Starting out in Vermont
Born Hubert Prior Vallee on July 28, 1901, Vallee spent the first few years of his life in Vermont before the family moved to Westbrook, Maine. From an early age, Vallee was interested in music; he played the drums in his high school band until he dropped out in 1917 to join the Navy during WWI, Elizabeth McLeod, a broadcast historian and writer, says. Vallee writes in his autobiography "Vagabond Dreams Come True" that soon after he enlisted in the Navy, it was discovered he was 15-years-old and sent home. Vallee returned to high school, where he taught himself to play the clarinet and the saxophone. In 1921, he enrolled at the University of Maine where he earned the nickname "Rudy" after the saxophonist Rudy Wiedoeft, whom he greatly admired, McLeod says.
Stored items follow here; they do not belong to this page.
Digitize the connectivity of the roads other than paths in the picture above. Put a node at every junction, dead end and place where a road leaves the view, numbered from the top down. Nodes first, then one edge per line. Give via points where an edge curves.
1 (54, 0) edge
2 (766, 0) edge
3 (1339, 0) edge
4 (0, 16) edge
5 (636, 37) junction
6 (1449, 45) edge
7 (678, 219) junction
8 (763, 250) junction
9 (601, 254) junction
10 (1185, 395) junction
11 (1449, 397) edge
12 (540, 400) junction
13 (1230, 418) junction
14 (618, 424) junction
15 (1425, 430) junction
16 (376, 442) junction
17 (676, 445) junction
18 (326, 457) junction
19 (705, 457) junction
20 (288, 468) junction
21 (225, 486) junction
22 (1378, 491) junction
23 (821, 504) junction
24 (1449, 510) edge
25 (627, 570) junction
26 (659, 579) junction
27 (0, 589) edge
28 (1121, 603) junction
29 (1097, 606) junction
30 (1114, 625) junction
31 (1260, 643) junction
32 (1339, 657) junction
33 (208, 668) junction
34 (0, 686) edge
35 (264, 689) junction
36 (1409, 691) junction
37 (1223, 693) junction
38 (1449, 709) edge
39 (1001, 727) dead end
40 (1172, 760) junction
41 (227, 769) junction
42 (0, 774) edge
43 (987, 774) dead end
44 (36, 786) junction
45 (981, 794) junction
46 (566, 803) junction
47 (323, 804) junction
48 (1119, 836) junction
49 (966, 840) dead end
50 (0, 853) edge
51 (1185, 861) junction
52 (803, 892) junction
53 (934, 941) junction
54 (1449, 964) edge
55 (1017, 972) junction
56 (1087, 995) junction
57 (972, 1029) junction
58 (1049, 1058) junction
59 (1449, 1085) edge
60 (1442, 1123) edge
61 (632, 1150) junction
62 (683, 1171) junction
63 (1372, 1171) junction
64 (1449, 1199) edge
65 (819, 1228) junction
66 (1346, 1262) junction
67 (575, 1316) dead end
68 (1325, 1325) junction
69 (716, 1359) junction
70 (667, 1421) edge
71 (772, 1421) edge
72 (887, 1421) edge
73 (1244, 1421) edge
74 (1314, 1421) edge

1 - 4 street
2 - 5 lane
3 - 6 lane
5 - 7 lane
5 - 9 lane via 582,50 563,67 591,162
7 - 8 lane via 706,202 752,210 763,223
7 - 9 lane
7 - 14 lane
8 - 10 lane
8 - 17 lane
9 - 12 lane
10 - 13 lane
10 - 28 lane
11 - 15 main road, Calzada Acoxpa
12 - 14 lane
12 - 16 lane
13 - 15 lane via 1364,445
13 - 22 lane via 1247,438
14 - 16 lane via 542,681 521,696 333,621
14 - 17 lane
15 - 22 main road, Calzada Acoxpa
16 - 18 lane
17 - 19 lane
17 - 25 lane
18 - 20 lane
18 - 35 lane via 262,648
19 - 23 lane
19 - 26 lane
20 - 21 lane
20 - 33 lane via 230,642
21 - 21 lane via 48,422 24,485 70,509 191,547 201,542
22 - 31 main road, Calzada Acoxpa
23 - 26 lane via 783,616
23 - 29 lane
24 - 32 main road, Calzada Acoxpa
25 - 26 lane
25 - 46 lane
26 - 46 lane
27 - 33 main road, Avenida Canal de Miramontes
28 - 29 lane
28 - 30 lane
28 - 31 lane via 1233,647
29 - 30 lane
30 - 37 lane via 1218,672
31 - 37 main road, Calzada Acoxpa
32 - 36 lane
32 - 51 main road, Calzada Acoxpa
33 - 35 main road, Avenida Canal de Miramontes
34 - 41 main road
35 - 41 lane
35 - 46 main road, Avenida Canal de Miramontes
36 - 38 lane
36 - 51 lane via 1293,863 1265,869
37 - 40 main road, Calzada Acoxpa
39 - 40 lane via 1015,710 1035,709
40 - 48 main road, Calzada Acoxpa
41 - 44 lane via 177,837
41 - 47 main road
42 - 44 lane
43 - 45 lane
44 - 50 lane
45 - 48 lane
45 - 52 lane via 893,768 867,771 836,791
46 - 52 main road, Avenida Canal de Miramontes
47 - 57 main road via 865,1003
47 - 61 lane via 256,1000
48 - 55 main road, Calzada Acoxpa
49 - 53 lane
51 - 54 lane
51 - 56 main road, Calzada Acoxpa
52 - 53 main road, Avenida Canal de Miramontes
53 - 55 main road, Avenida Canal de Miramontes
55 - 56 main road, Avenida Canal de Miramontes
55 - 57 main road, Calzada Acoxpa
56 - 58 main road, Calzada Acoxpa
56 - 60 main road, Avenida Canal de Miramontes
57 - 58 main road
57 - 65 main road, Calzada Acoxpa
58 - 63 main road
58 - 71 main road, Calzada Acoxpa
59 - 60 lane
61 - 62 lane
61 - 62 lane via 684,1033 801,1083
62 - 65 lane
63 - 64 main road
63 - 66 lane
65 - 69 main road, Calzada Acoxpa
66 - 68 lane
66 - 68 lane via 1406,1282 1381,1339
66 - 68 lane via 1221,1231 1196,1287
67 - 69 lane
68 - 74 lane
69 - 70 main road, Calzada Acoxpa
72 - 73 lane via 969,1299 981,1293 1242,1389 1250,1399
In 1922, Vallee transferred to Yale University, where he performed at country clubs and local dance halls to pay for his tuition. Judith Ann Schiff, chief archivist at the Yale University library, says that transferring to Yale was the best thing Vallee could have done for his career. "Rudy was lucky because he was able to connect with Bill Bolton and Jack Capriano, who were Yale alums and musicians and owned the best society orchestras in the area," Schiff says.